▶ **INSTRUCTIONS TO FOLLOW**
Only lines holding "dead" are needed; copy each of them from the data below.
↓↓↓
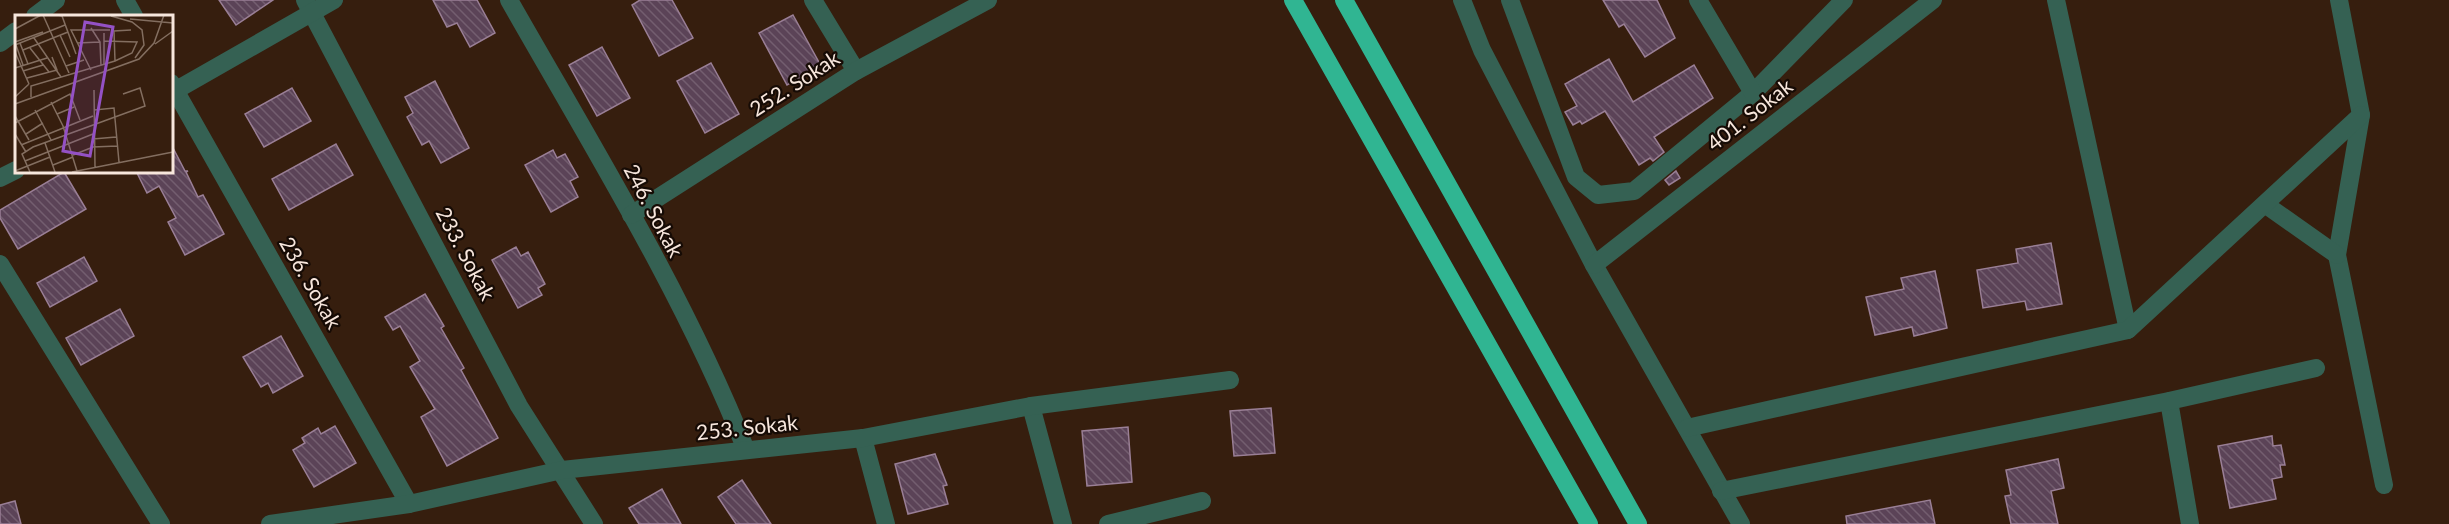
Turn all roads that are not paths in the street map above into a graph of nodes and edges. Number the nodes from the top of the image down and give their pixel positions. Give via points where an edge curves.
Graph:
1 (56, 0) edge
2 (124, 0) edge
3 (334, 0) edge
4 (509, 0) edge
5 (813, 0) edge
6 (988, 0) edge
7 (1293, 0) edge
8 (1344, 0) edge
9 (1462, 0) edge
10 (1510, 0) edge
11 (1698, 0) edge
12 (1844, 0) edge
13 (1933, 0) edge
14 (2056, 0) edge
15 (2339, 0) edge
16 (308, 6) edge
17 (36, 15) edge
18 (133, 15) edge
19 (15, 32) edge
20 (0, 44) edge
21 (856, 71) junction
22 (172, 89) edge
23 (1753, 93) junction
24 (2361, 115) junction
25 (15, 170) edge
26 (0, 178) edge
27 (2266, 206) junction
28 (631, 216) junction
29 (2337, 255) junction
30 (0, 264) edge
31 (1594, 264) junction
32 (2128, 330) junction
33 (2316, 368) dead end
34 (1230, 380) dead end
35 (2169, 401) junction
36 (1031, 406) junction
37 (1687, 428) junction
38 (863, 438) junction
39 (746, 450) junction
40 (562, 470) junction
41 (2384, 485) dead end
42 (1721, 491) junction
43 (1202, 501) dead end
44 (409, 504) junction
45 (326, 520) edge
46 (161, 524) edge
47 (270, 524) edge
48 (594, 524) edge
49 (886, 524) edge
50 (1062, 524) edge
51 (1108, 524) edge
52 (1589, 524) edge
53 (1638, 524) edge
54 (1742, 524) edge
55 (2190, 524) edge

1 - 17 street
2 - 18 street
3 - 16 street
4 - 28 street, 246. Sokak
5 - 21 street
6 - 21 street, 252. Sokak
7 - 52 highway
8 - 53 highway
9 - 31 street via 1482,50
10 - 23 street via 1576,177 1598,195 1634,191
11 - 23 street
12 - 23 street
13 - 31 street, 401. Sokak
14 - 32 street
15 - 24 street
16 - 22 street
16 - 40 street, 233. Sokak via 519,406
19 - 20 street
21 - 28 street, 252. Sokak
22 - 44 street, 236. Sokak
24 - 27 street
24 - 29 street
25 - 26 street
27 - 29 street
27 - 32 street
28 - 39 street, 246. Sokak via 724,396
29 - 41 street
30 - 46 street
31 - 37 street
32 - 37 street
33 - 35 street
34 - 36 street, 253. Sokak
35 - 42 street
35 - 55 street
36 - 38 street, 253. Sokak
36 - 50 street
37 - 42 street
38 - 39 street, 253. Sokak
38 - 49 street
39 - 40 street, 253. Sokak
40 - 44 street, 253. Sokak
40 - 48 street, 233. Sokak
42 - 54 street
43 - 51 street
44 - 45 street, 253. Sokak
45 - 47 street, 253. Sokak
↑↑↑
↓↓↓
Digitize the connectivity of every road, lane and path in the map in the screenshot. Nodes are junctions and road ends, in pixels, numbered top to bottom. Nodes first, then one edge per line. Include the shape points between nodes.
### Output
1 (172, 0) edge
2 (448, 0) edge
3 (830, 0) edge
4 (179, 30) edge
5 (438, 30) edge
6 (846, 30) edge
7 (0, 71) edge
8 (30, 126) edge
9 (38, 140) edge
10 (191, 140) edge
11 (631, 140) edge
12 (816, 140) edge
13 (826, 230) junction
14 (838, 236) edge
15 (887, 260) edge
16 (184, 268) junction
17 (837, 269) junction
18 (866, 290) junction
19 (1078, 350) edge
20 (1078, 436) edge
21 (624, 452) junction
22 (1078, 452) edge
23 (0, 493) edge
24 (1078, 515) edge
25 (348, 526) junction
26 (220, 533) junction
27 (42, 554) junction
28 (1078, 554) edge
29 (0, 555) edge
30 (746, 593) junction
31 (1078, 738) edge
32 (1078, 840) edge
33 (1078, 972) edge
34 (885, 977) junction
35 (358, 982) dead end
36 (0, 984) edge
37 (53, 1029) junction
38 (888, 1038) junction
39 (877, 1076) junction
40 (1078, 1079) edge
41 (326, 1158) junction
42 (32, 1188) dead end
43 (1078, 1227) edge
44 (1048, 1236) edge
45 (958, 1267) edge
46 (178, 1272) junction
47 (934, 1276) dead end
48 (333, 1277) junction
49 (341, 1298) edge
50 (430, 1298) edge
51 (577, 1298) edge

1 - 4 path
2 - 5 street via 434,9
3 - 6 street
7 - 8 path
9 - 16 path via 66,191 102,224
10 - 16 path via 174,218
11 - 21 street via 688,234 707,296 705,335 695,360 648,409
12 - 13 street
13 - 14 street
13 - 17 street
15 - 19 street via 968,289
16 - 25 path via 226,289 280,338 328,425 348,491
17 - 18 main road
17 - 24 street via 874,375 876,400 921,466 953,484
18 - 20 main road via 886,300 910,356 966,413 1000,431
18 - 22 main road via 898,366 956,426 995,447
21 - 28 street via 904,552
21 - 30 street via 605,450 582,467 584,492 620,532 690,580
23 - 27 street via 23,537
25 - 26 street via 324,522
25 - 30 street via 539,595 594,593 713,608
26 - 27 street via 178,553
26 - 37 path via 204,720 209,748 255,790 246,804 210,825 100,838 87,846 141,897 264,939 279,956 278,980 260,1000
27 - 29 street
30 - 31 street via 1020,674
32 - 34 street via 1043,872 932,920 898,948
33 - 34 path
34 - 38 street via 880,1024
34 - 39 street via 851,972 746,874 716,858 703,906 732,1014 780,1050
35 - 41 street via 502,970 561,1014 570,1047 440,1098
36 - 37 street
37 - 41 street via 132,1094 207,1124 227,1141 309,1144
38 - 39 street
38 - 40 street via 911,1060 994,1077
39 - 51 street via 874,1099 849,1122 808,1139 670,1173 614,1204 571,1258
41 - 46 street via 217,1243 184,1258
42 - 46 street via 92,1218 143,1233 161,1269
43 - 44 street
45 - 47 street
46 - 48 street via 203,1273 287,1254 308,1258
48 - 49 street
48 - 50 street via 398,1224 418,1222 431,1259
↑↑↑
▶ **OUTPUT OF THE EXERCISE**
33 (2316, 368) dead end
34 (1230, 380) dead end
41 (2384, 485) dead end
43 (1202, 501) dead end
35 (358, 982) dead end
42 (32, 1188) dead end
47 (934, 1276) dead end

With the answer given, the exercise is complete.